→ **Assignment**: Please print every record below exactly as it appears.

::::

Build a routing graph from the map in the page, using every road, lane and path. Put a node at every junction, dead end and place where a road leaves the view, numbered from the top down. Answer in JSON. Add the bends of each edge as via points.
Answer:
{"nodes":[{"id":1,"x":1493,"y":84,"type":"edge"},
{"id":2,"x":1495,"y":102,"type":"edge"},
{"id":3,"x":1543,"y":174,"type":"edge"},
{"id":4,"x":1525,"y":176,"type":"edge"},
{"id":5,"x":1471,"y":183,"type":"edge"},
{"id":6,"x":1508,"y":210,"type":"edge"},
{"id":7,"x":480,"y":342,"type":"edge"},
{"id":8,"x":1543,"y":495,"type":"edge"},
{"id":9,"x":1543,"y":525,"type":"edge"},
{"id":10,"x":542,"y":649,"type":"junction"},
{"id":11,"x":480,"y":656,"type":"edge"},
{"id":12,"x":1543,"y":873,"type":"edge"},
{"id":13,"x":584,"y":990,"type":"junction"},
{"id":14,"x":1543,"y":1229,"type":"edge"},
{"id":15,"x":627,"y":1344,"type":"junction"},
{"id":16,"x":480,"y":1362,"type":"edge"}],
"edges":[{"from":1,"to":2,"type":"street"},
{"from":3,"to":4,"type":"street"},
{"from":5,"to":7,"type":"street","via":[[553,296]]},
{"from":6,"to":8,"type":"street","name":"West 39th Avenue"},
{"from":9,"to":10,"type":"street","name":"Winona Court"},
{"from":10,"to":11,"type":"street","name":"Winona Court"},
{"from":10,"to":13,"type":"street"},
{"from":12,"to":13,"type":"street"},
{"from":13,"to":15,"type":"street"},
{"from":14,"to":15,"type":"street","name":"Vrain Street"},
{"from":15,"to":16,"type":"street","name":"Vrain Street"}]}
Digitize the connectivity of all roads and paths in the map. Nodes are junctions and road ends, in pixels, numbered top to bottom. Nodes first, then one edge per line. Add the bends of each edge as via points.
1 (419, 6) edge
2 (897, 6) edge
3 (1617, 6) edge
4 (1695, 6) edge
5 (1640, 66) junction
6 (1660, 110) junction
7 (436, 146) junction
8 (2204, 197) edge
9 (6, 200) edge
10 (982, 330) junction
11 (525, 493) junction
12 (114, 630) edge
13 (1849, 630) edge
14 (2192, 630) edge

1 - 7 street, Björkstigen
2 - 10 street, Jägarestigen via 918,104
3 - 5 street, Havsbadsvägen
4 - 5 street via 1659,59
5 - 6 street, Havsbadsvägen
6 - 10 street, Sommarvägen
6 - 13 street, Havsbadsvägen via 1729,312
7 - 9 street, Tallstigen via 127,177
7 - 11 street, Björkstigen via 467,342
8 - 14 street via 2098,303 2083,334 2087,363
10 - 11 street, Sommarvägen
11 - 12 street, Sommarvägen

::::

→ **Answer box**:
Build a routing graph from the map in the page, using every road, lane and path. Put a node at every junction, dead end and place where a road leaves the view, numbered from the top down. Answer in JSON. Add the bends of each edge as via points.
Answer:
{"nodes":[{"id":1,"x":1493,"y":84,"type":"edge"},
{"id":2,"x":1495,"y":102,"type":"edge"},
{"id":3,"x":1543,"y":174,"type":"edge"},
{"id":4,"x":1525,"y":176,"type":"edge"},
{"id":5,"x":1471,"y":183,"type":"edge"},
{"id":6,"x":1508,"y":210,"type":"edge"},
{"id":7,"x":480,"y":342,"type":"edge"},
{"id":8,"x":1543,"y":495,"type":"edge"},
{"id":9,"x":1543,"y":525,"type":"edge"},
{"id":10,"x":542,"y":649,"type":"junction"},
{"id":11,"x":480,"y":656,"type":"edge"},
{"id":12,"x":1543,"y":873,"type":"edge"},
{"id":13,"x":584,"y":990,"type":"junction"},
{"id":14,"x":1543,"y":1229,"type":"edge"},
{"id":15,"x":627,"y":1344,"type":"junction"},
{"id":16,"x":480,"y":1362,"type":"edge"}],
"edges":[{"from":1,"to":2,"type":"street"},
{"from":3,"to":4,"type":"street"},
{"from":5,"to":7,"type":"street","via":[[553,296]]},
{"from":6,"to":8,"type":"street","name":"West 39th Avenue"},
{"from":9,"to":10,"type":"street","name":"Winona Court"},
{"from":10,"to":11,"type":"street","name":"Winona Court"},
{"from":10,"to":13,"type":"street"},
{"from":12,"to":13,"type":"street"},
{"from":13,"to":15,"type":"street"},
{"from":14,"to":15,"type":"street","name":"Vrain Street"},
{"from":15,"to":16,"type":"street","name":"Vrain Street"}]}
Digitize the connectivity of all roads and paths in the map. Nodes are junctions and road ends, in pixels, numbered top to bottom. Nodes first, then one edge per line. Add the bends of each edge as via points.
1 (419, 6) edge
2 (897, 6) edge
3 (1617, 6) edge
4 (1695, 6) edge
5 (1640, 66) junction
6 (1660, 110) junction
7 (436, 146) junction
8 (2204, 197) edge
9 (6, 200) edge
10 (982, 330) junction
11 (525, 493) junction
12 (114, 630) edge
13 (1849, 630) edge
14 (2192, 630) edge

1 - 7 street, Björkstigen
2 - 10 street, Jägarestigen via 918,104
3 - 5 street, Havsbadsvägen
4 - 5 street via 1659,59
5 - 6 street, Havsbadsvägen
6 - 10 street, Sommarvägen
6 - 13 street, Havsbadsvägen via 1729,312
7 - 9 street, Tallstigen via 127,177
7 - 11 street, Björkstigen via 467,342
8 - 14 street via 2098,303 2083,334 2087,363
10 - 11 street, Sommarvägen
11 - 12 street, Sommarvägen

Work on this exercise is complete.